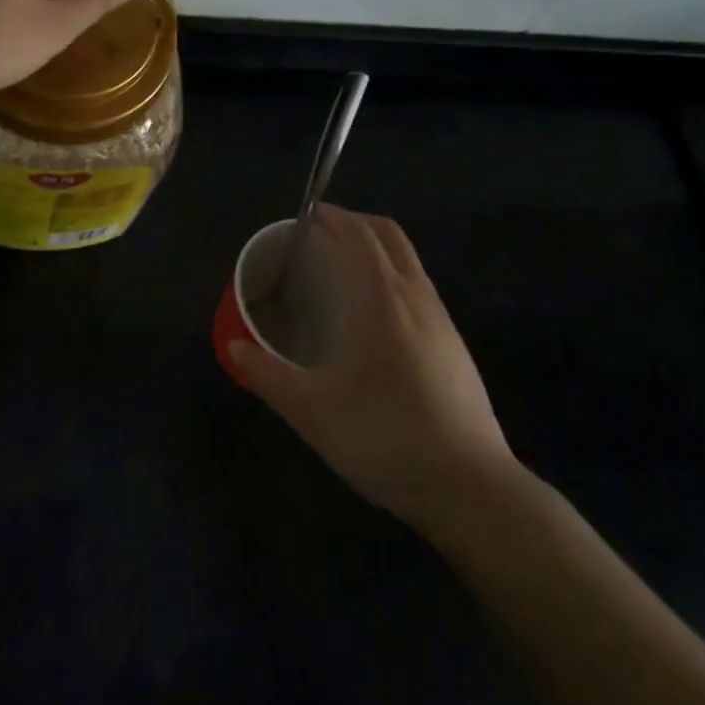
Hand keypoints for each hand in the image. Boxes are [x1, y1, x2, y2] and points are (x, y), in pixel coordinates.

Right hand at [230, 206, 515, 533]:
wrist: (471, 489)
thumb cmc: (385, 437)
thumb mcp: (312, 411)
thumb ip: (268, 375)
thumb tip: (233, 348)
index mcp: (383, 298)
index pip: (359, 233)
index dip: (333, 216)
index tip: (306, 216)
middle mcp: (417, 296)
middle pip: (390, 235)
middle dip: (356, 223)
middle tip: (321, 236)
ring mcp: (443, 320)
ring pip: (409, 261)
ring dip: (377, 250)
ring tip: (342, 273)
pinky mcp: (456, 346)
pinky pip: (419, 288)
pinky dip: (393, 277)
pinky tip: (374, 319)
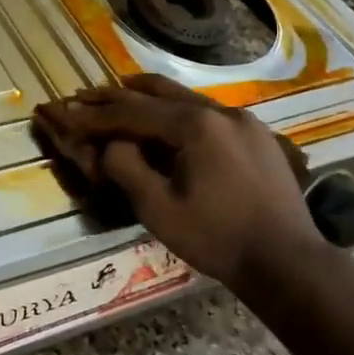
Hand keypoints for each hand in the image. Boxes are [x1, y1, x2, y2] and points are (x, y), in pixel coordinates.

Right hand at [33, 75, 323, 299]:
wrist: (288, 263)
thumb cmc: (218, 238)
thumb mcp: (159, 209)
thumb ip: (126, 167)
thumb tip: (109, 144)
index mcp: (195, 125)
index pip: (131, 112)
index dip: (94, 114)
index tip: (65, 111)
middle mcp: (220, 111)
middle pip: (157, 92)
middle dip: (117, 94)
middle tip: (85, 95)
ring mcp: (242, 121)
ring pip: (184, 98)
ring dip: (147, 98)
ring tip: (119, 96)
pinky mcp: (256, 136)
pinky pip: (206, 113)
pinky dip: (176, 112)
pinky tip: (166, 122)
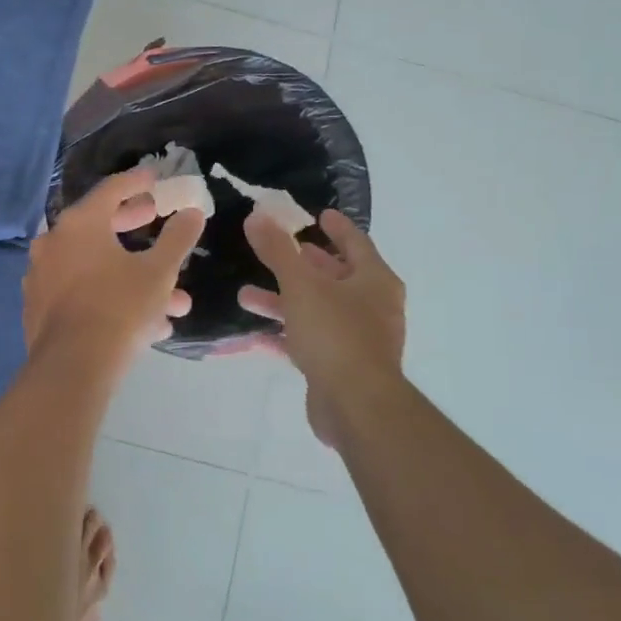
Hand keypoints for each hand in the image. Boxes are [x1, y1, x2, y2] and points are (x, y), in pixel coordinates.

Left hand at [24, 169, 204, 370]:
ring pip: (94, 265)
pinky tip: (143, 322)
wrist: (72, 367)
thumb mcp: (159, 272)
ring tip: (172, 299)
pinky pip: (80, 290)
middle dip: (133, 225)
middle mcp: (53, 241)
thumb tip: (193, 213)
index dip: (136, 182)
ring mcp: (41, 275)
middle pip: (98, 224)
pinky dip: (108, 295)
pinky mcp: (38, 306)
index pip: (111, 190)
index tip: (153, 177)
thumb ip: (177, 238)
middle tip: (155, 219)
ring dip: (130, 274)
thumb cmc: (119, 308)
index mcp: (79, 223)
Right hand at [238, 210, 405, 448]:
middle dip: (302, 265)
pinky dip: (286, 334)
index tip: (319, 214)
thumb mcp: (301, 285)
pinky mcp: (341, 367)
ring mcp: (358, 339)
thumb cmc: (335, 334)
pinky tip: (256, 333)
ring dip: (283, 301)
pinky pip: (310, 341)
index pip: (356, 242)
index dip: (336, 227)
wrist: (356, 406)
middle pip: (335, 277)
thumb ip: (278, 250)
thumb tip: (257, 216)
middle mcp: (373, 307)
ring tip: (246, 295)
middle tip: (278, 250)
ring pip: (317, 310)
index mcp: (374, 281)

TASK DETAILS: All lines from the one containing "middle dip: (133, 225)" down to the final line above are to be restated word for word; leave out the rest.

YOUR RESPONSE:
middle dip: (133, 225)
middle mcp: (53, 241)
thumb tip: (193, 213)
index dip: (136, 182)
ring mcp: (41, 275)
middle pip: (98, 224)
pinky dip: (108, 295)
pinky mcp: (38, 306)
index pip: (111, 190)
index tip: (153, 177)
thumb ip: (177, 238)
middle tip: (155, 219)
ring dip: (130, 274)
thumb cmc: (119, 308)
index mcp: (79, 223)
Right hand at [238, 210, 405, 448]:
middle dip: (302, 265)
pinky dip: (286, 334)
index tip: (319, 214)
thumb mcp: (301, 285)
pinky mcp: (341, 367)
ring mcp: (358, 339)
thumb cmc: (335, 334)
pinky tip: (256, 333)
ring dip: (283, 301)
pinky pip: (310, 341)
index pip: (356, 242)
index dip: (336, 227)
wrist: (356, 406)
middle pip: (335, 277)
thumb ip: (278, 250)
thumb tip: (257, 216)
middle mcp: (373, 307)
ring tip: (246, 295)
middle tip: (278, 250)
ring pip: (317, 310)
index mcp: (374, 281)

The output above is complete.